(tell me) how to disappear.


I don’t do jack shit on my fbook anymore, and looking at the “People You May Know” page (the spawn of boredom + curiosity), I just realized that it’s a yearbook of folks who don’t really like me (I think so, ‘cause I don’t like them…!):

- I couldn’t fit in high school because they all thought I was pretending to have a Western upbringing (you can’t make this ish up, all the bullies and my actual international upbringing), and I didn’t fit the mold of “pretty, slutty IS [int’l student] girl” I wasn’t a ho; I was just fugly. Thus, me = easy target.

- I couldn’t fit in uni because I started getting all spiritual and shit while everyone was clubbing and doing Valium with their other drug cocktails. Baptist girl? Ain’t hard to guess the outcome of that one.

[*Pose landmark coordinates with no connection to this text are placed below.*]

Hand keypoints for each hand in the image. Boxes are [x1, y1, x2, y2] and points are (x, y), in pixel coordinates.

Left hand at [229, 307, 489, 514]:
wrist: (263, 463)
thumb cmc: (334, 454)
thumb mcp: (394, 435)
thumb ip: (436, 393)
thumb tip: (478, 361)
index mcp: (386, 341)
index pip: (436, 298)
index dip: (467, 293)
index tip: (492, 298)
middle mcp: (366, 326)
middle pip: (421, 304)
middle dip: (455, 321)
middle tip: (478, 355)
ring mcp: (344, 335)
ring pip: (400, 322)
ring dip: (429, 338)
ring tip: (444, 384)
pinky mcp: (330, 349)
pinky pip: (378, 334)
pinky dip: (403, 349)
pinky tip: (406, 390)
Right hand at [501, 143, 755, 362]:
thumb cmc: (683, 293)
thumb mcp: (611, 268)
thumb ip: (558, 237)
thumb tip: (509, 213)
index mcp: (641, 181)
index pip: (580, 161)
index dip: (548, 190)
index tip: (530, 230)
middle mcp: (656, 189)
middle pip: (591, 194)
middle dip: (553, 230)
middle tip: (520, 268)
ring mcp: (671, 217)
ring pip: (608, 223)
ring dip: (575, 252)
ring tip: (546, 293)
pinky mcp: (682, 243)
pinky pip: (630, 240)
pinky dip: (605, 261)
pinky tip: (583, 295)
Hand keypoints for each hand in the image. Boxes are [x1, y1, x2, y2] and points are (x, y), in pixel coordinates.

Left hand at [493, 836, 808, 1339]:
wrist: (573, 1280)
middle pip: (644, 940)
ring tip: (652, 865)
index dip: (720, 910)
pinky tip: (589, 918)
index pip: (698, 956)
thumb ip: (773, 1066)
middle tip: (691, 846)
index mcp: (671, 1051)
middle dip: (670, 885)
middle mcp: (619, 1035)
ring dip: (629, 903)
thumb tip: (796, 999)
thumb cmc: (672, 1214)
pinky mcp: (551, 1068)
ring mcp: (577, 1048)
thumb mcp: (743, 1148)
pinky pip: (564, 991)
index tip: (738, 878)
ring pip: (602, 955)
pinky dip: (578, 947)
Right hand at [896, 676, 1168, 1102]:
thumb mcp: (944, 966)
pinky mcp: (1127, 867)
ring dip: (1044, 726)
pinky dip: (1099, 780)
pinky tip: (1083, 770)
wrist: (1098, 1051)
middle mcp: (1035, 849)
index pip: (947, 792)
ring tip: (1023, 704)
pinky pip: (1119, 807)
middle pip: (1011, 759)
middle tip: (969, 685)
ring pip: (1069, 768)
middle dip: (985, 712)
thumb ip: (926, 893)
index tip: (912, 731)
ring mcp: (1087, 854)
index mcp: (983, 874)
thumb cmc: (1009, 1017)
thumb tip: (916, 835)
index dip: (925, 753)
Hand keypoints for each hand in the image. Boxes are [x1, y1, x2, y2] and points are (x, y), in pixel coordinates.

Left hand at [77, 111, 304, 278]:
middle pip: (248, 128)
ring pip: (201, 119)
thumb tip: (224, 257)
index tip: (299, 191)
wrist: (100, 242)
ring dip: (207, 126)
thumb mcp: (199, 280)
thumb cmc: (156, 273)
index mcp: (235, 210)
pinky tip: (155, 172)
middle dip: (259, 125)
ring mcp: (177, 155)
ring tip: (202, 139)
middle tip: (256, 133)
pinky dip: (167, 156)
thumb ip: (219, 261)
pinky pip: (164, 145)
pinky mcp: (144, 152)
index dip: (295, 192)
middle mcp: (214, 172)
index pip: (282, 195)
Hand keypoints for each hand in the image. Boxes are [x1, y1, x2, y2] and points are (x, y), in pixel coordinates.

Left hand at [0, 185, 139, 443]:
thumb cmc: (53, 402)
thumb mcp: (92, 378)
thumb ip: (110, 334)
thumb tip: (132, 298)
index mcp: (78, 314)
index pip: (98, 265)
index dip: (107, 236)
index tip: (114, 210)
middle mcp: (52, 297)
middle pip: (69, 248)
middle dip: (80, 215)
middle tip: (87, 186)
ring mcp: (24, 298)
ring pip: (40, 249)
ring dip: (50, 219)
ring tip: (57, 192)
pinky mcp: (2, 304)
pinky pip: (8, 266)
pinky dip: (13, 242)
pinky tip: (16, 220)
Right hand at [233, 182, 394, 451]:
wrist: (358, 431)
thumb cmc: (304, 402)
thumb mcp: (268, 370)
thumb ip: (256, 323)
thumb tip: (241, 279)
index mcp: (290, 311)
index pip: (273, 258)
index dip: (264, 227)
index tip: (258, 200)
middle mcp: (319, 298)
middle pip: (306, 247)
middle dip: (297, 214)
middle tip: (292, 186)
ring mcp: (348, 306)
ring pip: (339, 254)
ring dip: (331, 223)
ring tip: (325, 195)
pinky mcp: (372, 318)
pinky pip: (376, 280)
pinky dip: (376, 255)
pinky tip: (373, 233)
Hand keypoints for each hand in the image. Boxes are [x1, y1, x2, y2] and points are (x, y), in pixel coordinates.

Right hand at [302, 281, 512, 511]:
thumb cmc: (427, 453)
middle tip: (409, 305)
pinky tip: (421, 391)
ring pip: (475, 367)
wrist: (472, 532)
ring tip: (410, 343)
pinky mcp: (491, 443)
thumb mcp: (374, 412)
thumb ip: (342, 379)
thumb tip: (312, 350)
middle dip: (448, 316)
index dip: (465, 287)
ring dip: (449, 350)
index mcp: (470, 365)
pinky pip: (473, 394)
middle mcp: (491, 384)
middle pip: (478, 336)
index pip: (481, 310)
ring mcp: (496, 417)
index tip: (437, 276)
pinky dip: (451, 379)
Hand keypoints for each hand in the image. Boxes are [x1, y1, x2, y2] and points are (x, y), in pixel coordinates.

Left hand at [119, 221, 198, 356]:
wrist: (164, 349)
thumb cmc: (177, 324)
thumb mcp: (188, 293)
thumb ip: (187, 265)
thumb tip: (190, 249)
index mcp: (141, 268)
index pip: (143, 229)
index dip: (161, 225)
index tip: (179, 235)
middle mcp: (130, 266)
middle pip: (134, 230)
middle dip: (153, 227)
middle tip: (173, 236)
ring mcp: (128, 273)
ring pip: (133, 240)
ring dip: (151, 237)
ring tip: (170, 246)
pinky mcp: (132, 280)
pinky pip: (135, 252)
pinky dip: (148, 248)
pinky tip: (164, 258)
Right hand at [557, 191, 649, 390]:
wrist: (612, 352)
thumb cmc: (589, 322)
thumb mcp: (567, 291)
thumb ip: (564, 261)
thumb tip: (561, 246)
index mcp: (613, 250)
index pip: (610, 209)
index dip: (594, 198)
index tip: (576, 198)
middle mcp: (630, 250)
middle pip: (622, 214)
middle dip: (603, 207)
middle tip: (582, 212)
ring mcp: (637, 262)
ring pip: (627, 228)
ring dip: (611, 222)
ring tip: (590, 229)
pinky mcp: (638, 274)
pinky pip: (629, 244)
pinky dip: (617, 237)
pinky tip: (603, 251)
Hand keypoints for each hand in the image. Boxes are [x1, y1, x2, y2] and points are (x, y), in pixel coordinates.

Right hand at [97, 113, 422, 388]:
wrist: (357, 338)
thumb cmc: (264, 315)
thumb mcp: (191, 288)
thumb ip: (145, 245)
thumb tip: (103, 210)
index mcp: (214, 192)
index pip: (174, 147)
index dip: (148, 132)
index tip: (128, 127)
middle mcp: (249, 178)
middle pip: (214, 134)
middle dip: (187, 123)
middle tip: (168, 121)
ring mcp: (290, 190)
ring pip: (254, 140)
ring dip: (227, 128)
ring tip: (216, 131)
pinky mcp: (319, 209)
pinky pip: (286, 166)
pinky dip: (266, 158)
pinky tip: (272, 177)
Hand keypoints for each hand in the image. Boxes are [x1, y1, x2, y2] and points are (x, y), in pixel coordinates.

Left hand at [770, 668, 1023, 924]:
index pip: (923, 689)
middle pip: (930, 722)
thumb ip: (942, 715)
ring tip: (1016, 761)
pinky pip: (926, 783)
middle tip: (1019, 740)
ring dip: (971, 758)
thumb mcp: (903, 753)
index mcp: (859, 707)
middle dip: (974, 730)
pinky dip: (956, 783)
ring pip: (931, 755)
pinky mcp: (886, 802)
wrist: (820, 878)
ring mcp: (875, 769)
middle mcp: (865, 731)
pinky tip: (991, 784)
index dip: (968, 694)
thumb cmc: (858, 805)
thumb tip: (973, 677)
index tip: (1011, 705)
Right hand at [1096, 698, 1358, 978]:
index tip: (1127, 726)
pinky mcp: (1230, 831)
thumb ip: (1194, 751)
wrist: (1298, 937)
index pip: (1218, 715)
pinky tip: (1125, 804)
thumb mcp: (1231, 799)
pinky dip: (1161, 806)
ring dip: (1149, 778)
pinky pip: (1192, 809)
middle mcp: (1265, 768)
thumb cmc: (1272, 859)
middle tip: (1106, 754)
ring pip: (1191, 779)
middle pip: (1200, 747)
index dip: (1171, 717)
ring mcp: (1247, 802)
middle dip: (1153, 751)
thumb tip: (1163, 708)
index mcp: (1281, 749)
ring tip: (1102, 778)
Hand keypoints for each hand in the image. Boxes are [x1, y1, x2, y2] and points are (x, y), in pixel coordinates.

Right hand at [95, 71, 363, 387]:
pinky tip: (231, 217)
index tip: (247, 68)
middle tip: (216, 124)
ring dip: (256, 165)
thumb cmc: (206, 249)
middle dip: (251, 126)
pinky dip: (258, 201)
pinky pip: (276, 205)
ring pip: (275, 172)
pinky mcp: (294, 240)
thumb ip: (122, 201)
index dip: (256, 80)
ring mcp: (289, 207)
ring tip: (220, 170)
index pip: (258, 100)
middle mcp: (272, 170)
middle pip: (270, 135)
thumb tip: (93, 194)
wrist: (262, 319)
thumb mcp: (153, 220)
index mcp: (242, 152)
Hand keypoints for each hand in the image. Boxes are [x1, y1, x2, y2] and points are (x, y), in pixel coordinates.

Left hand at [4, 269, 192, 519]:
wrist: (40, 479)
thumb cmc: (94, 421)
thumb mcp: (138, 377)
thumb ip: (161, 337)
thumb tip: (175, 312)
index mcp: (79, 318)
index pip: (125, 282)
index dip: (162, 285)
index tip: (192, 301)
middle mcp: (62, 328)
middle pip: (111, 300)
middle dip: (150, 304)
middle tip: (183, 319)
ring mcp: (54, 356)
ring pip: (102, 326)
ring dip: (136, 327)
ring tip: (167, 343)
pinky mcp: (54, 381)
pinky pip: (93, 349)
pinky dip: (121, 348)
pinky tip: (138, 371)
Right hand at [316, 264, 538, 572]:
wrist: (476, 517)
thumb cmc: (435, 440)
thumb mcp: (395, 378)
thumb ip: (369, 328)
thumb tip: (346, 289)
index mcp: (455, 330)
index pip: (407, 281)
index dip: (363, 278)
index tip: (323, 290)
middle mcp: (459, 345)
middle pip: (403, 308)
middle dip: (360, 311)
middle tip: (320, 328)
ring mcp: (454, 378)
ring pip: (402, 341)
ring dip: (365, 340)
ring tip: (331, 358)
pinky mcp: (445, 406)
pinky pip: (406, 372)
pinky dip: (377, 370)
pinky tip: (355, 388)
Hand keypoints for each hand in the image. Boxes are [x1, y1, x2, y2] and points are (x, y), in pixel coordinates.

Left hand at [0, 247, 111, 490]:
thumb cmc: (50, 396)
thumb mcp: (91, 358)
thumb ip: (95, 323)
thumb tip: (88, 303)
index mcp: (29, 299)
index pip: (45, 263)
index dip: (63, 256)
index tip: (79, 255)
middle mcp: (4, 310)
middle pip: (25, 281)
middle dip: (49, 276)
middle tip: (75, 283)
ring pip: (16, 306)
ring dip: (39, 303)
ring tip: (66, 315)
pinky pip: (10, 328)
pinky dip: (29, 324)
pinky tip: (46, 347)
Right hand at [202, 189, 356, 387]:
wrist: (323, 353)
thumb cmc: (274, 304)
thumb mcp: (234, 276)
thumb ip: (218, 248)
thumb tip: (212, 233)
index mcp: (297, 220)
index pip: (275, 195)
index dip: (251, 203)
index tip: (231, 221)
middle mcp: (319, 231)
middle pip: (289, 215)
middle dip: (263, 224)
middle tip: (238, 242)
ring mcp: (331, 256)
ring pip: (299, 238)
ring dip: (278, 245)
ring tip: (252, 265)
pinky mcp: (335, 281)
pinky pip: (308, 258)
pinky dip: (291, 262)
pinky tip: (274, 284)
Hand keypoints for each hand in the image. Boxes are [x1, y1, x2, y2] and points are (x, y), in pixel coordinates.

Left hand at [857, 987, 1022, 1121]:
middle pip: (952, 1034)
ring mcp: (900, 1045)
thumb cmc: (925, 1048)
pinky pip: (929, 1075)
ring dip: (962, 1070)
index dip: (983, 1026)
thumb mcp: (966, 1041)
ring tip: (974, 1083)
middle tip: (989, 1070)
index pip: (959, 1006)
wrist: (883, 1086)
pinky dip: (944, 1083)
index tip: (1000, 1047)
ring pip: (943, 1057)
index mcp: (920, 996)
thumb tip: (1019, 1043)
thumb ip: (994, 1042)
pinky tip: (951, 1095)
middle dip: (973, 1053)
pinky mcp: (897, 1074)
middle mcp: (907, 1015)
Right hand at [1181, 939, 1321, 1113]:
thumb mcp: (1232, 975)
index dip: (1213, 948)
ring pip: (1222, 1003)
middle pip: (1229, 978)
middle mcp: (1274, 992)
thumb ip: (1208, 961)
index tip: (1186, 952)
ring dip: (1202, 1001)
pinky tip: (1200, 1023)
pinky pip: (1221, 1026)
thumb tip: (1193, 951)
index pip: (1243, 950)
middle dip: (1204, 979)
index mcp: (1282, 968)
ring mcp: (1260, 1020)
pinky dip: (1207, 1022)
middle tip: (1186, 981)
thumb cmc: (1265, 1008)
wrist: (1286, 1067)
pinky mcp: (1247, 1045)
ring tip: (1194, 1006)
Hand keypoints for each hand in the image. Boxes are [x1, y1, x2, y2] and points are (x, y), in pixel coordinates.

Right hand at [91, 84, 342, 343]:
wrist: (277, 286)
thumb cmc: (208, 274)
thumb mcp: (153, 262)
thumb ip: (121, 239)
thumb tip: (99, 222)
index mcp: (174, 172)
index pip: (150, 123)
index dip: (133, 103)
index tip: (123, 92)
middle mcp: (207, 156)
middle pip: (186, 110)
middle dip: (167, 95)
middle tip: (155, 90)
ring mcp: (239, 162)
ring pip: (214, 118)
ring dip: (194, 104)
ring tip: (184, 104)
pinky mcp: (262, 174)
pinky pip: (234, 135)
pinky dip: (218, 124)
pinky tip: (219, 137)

- I didn’t make a lot of lasting friendships (or useful networks) in my first job after graduation because I was too busy fucking, getting fucked up and fucking people over. File under: Bad Karma.

I’m trying to get back into (sorta) social networking in order to prepare myself for networking amongst bean counters (my future profession), but sometimes I wish I could make my past (and most of the people in it, save for my dearest friends) disappear.

Can’t I just start over at 26? A truly clean slate? Why does this have to be a necessary evil? Fuck fuck fuck.